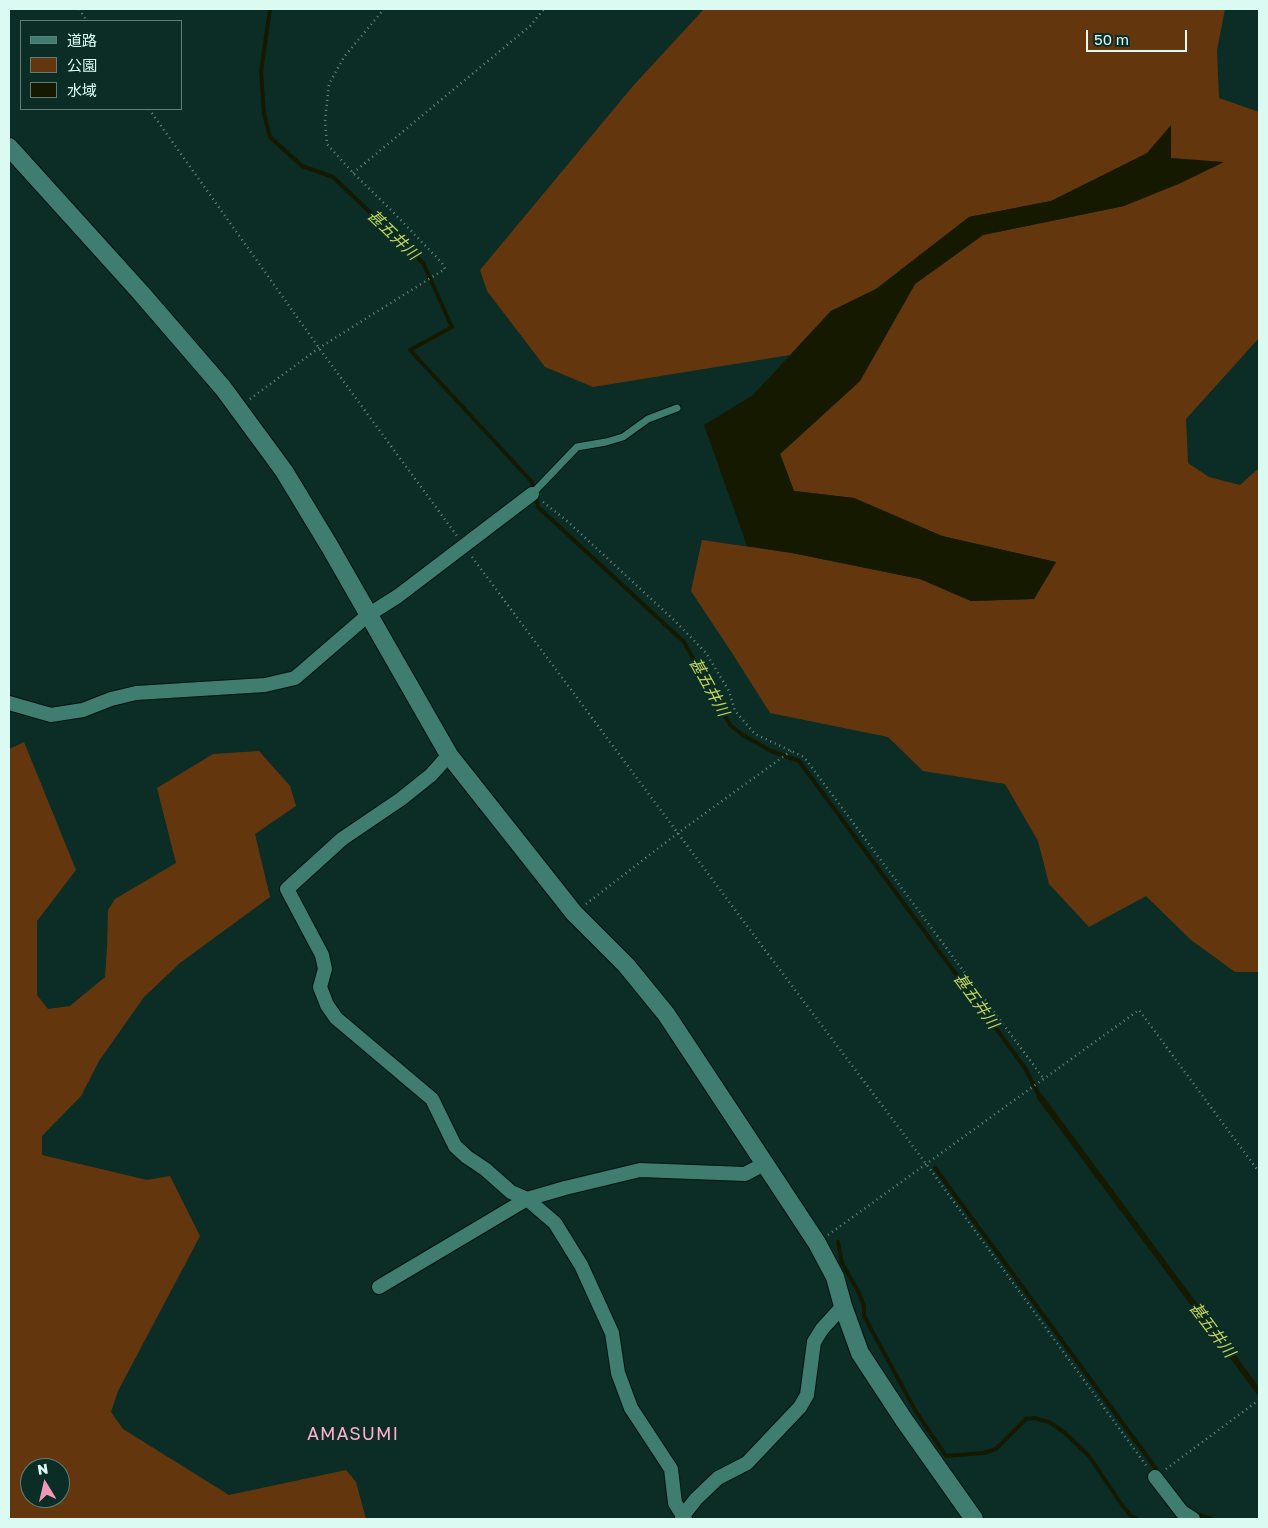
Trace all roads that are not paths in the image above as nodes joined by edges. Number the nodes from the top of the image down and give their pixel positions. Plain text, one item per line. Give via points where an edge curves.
1 (9, 147) edge
2 (677, 408) dead end
3 (532, 494) joint
4 (368, 615) junction
5 (9, 703) edge
6 (449, 755) junction
7 (764, 1164) junction
8 (527, 1199) junction
9 (379, 1287) dead end
10 (843, 1306) junction
11 (1155, 1477) road end
12 (684, 1518) edge
13 (974, 1519) edge
14 (1193, 1519) edge

1 - 4 street via 141,293 238,407 284,471
2 - 3 lane via 648,419 623,437 577,447
3 - 4 street via 398,596
4 - 5 street via 295,678 265,685 136,693 83,710 51,715
4 - 6 street
6 - 7 street via 574,913 626,965 666,1014
6 - 8 street via 431,775 342,839 286,889 322,955 325,969 320,987 336,1018 432,1099 455,1146 511,1192
7 - 8 street via 745,1174 640,1170
7 - 10 street via 817,1243 835,1277
8 - 9 street
8 - 12 street via 555,1223 581,1265 612,1333 618,1373 631,1408 670,1469 675,1502
10 - 12 street via 814,1342 807,1395 800,1407 747,1463 718,1478 696,1499
10 - 13 street via 860,1353
11 - 14 street via 1182,1512

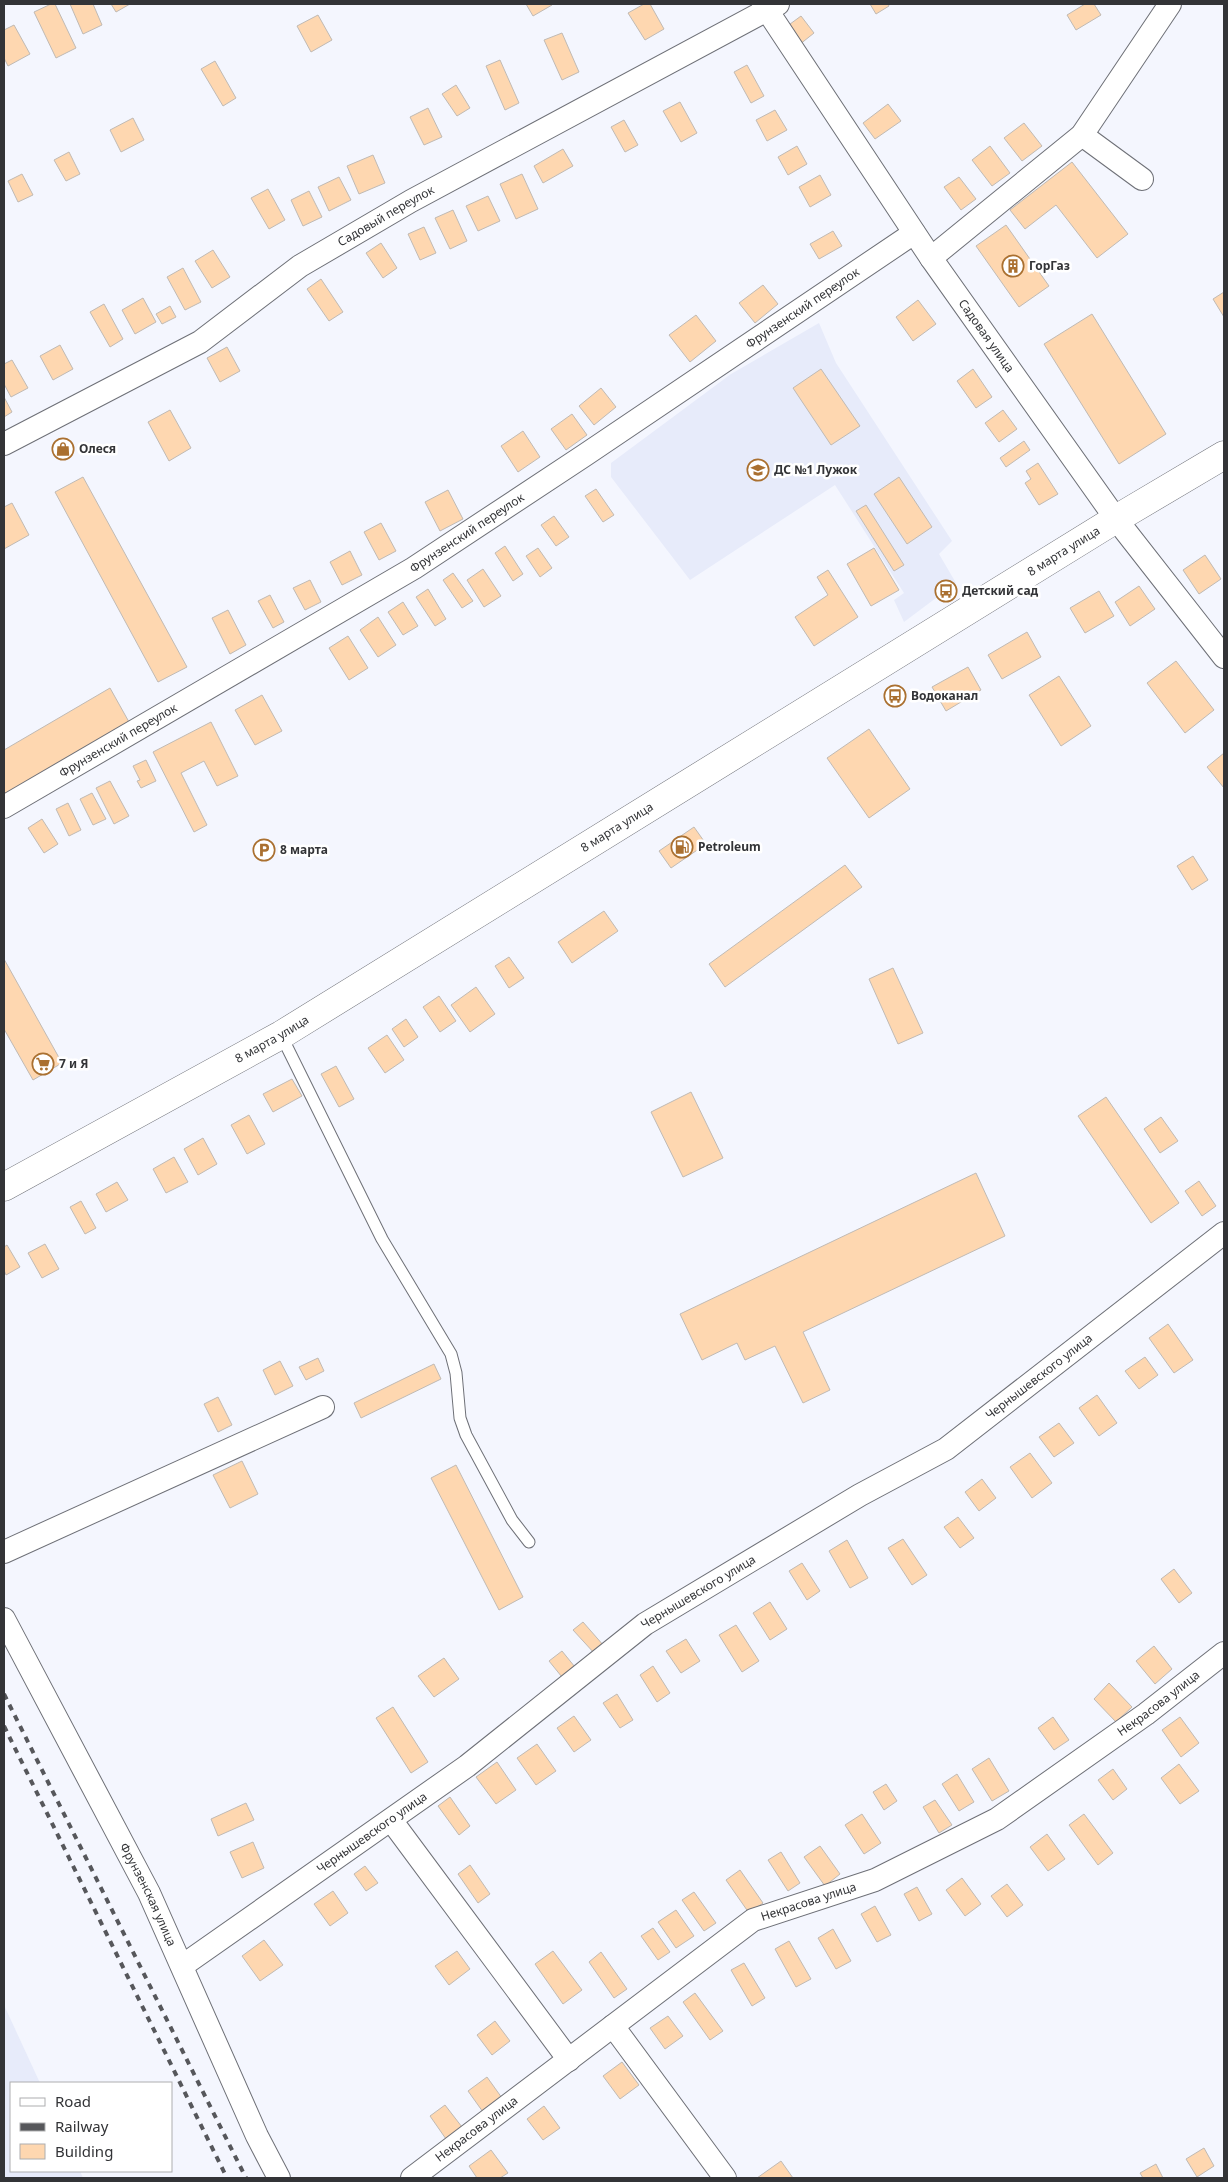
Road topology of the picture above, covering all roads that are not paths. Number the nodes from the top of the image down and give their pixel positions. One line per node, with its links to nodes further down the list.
1 (1170, 4): 3 (street)
2 (770, 6): 5 (street, Садовая улица); 7 (street, Садовый переулок)
3 (1082, 135): 4 (street); 6 (street)
4 (1142, 179)
5 (914, 233): 6 (street, Садовая улица); 11 (street, Фрунзенский переулок)
6 (930, 258): 9 (street, Садовая улица)
7 (4, 444)
8 (1224, 456): 9 (street, 8 марта улица)
9 (1116, 519): 10 (street, Садовая улица); 12 (street, 8 марта улица)
10 (1224, 657)
11 (4, 807)
12 (281, 1035): 13 (street, 8 марта улица); 16 (lane)
13 (4, 1187)
14 (1224, 1233): 20 (street, Чернышевского улица)
15 (323, 1407): 17 (street)
16 (529, 1542)
17 (4, 1552)
18 (4, 1618): 21 (street, Фрунзенская улица)
19 (1224, 1653): 22 (street, Некрасова улица)
20 (391, 1820): 21 (street, Чернышевского улица); 23 (street)
21 (182, 1966): 24 (street, Фрунзенская улица)
22 (613, 2026): 23 (street, Некрасова улица); 26 (street)
23 (568, 2060): 25 (street, Некрасова улица)
24 (279, 2178)
25 (412, 2178)
26 (725, 2178)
****
What needs to be done: Could the entries above be printed again exactly, apart from the pictures?

Answer to this exercise:
Trace all roads that are not paths in the image above as nodes joined by edges. Number the nodes from the top of the image down and give their pixel positions. Plain text, one item per line. Give via points where an edge curves.
1 (9, 147) edge
2 (677, 408) dead end
3 (532, 494) joint
4 (368, 615) junction
5 (9, 703) edge
6 (449, 755) junction
7 (764, 1164) junction
8 (527, 1199) junction
9 (379, 1287) dead end
10 (843, 1306) junction
11 (1155, 1477) road end
12 (684, 1518) edge
13 (974, 1519) edge
14 (1193, 1519) edge

1 - 4 street via 141,293 238,407 284,471
2 - 3 lane via 648,419 623,437 577,447
3 - 4 street via 398,596
4 - 5 street via 295,678 265,685 136,693 83,710 51,715
4 - 6 street
6 - 7 street via 574,913 626,965 666,1014
6 - 8 street via 431,775 342,839 286,889 322,955 325,969 320,987 336,1018 432,1099 455,1146 511,1192
7 - 8 street via 745,1174 640,1170
7 - 10 street via 817,1243 835,1277
8 - 9 street
8 - 12 street via 555,1223 581,1265 612,1333 618,1373 631,1408 670,1469 675,1502
10 - 12 street via 814,1342 807,1395 800,1407 747,1463 718,1478 696,1499
10 - 13 street via 860,1353
11 - 14 street via 1182,1512

Road topology of the picture above, covering all roads that are not paths. Number the nodes from the top of the image down and give their pixel positions. One line per node, with its links to nodes further down the list.
1 (1170, 4): 3 (street)
2 (770, 6): 5 (street, Садовая улица); 7 (street, Садовый переулок)
3 (1082, 135): 4 (street); 6 (street)
4 (1142, 179)
5 (914, 233): 6 (street, Садовая улица); 11 (street, Фрунзенский переулок)
6 (930, 258): 9 (street, Садовая улица)
7 (4, 444)
8 (1224, 456): 9 (street, 8 марта улица)
9 (1116, 519): 10 (street, Садовая улица); 12 (street, 8 марта улица)
10 (1224, 657)
11 (4, 807)
12 (281, 1035): 13 (street, 8 марта улица); 16 (lane)
13 (4, 1187)
14 (1224, 1233): 20 (street, Чернышевского улица)
15 (323, 1407): 17 (street)
16 (529, 1542)
17 (4, 1552)
18 (4, 1618): 21 (street, Фрунзенская улица)
19 (1224, 1653): 22 (street, Некрасова улица)
20 (391, 1820): 21 (street, Чернышевского улица); 23 (street)
21 (182, 1966): 24 (street, Фрунзенская улица)
22 (613, 2026): 23 (street, Некрасова улица); 26 (street)
23 (568, 2060): 25 (street, Некрасова улица)
24 (279, 2178)
25 (412, 2178)
26 (725, 2178)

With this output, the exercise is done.